To ensure that a disposition of property has economic substance, courts and the IRS frequently assess whether the economic risks and rewards of owning the property have transferred. In Lorch v. Commissioner, the tax court held that the pledgor remained the owner of the pledged property, since he “retained the benefit of any increases and bore the risk of any decreases in value.”38 Similarly, in memorandum AM 2007-004, the IRS evaluated whether a contract for a future sale of shares, coupled with a share lending agreement, constitutes a current sale of the shares.39 The memorandum concluded that the seller had effectively sold the shares to the purchaser, noting, among other factors, that the purchaser had the right to most of the gain and bore all the risk of loss.40 In Anschutz Co. v. Commissioner, the court held that the taxpayer transferred ownership of his stock and should be taxed on the transfer. Among other things, the court noted that the taxpayer transferred all risk of loss and a major portion of the opportunity for gain under a stock purchase agreement, thus significantly reducing his economic exposure to the stock.41 The court in Samueli v. Commissioner reached the same conclusion, holding that the transfer had reduced the taxpayer’s opportunity for gain and risk of loss.42 By contrast, liquidity providers assume the economic risks and rewards associated with the tokens that have not been traded by the pool. First, liquidity providers can withdraw these tokens at any time. There are no special contractual obligations they have to meet before exercising their right to withdraw. Second, any increase or decrease in the value of these untraded tokens will ultimately be borne by liquidity providers. This stands in contrast to the taxpayers in Anschutz and Samueli, who significantly reduced their economic exposure in the transferred properties.

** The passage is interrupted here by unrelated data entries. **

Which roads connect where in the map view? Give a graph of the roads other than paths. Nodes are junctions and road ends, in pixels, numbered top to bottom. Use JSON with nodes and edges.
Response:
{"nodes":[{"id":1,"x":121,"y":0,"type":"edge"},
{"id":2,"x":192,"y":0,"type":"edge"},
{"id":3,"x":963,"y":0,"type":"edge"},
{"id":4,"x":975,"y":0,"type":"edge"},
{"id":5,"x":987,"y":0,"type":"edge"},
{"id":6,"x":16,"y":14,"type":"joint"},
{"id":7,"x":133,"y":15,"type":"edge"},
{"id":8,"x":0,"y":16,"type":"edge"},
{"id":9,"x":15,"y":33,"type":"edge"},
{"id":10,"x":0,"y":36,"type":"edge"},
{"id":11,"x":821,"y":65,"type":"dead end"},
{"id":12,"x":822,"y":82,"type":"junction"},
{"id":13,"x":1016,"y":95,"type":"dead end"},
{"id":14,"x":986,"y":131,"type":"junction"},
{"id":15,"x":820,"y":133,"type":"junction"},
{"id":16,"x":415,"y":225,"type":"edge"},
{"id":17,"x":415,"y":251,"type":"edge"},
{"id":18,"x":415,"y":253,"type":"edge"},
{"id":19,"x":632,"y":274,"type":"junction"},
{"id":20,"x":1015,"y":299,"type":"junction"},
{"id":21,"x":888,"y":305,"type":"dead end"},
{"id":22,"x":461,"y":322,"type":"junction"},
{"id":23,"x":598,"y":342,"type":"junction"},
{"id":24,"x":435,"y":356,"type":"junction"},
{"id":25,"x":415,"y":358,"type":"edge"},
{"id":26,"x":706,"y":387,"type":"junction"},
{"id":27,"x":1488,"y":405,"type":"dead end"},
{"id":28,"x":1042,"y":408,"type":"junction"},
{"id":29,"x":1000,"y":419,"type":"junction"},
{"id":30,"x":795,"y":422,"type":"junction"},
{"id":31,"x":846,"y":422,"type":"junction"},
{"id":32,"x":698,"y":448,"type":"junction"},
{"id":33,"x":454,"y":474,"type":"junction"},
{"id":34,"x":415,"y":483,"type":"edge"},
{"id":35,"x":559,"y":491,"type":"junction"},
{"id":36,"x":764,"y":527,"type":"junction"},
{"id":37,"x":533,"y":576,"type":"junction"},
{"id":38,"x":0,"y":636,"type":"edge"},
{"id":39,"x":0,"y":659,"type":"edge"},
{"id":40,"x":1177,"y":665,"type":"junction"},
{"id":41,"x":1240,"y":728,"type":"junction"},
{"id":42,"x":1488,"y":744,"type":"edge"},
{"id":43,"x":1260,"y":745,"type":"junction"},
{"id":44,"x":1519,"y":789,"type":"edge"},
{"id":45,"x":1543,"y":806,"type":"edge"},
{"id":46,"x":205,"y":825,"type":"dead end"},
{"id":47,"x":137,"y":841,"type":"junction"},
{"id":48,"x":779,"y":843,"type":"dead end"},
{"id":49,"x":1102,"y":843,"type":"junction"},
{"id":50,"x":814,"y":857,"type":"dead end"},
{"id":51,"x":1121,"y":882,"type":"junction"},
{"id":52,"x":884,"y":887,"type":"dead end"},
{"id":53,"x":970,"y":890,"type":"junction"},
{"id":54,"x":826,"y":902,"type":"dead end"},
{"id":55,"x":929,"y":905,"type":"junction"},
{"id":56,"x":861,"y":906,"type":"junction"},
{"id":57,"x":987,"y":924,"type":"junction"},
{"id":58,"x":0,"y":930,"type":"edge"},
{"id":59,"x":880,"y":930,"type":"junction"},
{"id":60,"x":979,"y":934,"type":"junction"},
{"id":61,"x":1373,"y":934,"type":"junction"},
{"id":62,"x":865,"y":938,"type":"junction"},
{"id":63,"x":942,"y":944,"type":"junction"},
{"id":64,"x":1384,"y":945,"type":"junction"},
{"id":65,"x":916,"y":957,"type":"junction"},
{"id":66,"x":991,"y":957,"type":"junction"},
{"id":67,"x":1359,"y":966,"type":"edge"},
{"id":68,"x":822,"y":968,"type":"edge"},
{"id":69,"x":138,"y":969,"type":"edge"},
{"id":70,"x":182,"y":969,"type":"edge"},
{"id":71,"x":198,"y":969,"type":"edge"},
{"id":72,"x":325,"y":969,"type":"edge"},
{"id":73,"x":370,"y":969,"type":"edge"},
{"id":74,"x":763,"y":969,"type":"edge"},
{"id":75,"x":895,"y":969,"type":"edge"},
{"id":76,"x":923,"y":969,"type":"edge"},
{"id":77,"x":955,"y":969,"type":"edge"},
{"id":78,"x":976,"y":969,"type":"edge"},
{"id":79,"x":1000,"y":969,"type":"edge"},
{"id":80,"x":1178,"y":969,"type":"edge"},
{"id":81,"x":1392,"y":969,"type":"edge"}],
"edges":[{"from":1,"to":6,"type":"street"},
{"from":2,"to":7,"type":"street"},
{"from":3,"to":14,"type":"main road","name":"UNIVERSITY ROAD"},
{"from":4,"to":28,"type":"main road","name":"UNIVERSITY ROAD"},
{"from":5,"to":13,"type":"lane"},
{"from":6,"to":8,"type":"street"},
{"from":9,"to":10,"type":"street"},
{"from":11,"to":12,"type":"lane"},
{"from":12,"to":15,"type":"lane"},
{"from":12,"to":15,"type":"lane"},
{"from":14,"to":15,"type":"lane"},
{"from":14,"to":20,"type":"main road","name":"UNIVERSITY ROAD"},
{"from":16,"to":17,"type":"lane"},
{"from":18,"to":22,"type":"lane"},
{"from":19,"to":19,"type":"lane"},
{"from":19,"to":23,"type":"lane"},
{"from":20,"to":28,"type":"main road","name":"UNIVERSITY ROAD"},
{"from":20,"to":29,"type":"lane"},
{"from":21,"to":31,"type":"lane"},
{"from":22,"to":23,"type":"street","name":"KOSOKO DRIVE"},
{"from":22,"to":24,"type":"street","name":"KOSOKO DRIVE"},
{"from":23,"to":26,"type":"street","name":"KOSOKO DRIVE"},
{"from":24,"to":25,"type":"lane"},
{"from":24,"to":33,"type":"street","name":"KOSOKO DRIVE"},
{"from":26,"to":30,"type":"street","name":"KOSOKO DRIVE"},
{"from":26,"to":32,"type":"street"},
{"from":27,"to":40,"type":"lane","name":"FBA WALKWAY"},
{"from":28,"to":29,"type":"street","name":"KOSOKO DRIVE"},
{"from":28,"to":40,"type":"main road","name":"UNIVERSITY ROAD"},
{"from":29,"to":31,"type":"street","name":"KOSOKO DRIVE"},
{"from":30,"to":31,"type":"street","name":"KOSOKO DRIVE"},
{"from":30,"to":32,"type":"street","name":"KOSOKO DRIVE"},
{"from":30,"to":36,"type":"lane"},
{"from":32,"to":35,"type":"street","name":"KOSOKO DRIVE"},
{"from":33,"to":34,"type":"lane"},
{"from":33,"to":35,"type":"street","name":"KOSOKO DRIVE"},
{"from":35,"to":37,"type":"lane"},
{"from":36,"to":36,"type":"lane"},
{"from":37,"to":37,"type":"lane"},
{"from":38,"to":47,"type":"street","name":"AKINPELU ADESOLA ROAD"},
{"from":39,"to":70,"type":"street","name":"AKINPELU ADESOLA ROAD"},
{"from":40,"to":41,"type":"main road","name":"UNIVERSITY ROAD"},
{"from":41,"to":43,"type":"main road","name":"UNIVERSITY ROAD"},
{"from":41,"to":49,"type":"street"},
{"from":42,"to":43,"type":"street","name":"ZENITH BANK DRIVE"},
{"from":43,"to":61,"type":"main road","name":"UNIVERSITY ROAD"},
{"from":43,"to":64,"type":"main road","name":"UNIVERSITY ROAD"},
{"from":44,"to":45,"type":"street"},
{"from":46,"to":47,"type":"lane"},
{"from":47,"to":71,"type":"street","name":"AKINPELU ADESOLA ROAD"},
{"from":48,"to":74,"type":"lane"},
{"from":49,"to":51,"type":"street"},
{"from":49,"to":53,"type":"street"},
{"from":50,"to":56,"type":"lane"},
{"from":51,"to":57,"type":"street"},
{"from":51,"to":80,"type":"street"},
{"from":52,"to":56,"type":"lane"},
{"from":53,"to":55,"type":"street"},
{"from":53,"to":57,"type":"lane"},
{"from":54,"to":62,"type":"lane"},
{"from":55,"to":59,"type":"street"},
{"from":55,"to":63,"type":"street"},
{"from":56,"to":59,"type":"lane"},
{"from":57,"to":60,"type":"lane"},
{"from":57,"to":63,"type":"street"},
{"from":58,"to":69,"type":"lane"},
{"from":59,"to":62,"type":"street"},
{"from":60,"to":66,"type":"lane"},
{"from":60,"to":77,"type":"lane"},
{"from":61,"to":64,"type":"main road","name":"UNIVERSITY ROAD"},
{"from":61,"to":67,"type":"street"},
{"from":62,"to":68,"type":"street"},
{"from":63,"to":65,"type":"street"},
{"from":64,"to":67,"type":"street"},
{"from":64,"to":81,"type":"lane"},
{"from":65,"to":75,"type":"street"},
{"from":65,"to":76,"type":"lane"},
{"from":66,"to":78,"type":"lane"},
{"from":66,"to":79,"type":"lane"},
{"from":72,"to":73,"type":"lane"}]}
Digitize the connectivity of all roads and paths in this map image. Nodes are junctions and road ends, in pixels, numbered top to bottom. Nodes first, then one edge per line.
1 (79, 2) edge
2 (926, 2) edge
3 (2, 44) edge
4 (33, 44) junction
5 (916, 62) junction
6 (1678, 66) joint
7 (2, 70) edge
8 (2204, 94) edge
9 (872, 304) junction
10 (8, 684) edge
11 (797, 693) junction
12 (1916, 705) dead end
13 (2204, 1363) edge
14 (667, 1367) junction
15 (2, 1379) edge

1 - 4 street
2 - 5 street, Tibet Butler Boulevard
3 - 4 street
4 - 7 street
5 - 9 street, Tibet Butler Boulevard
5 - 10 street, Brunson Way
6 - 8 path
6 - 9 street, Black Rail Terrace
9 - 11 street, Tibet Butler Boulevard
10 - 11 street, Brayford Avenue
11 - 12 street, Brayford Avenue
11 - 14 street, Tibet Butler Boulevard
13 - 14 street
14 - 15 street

Requiring liquidity providers to recognize gain or loss on every deposited token would promote transactions void of economic substance. For example, suppose a liquidity provider named Alice holds tokens with large built-in losses. She could deposit these tokens into a liquidity pool and withdraw them immediately afterward. If the act of depositing tokens is considered a disposition event, Alice could claim a loss deduction without giving up her economic interest in these tokens. This is a typical example of a wash sale. Code §1091 prohibits wash sales of stock or securities, but crypto tokens do not fall explicitly within the scope of Code §1091.43 In fact, liquidity pools can be a more desirable avenue for wash-selling crypto tokens than centralized exchanges, since the latter charge higher fees. More importantly, wash sales are not the only method for liquidity providers to “harvest loss” through liquidity pools. As mentioned in Section II, some pools allow liquidity providers to set specific price ranges for trading. If the current exchange rate falls outside a liquidity provider’s price range, none of her tokens would be traded. To take advantage of this functionality, Alice could deposit tokens with built-in losses, specify a price range that is unlikely to be reached, wait for more than a month to eliminate wash sale implications, and then withdraw all her tokens from the pool. If the mere act of depositing tokens were treated as a disposition event, she could claim a free loss deduction without relinquishing any economic interests in her tokens.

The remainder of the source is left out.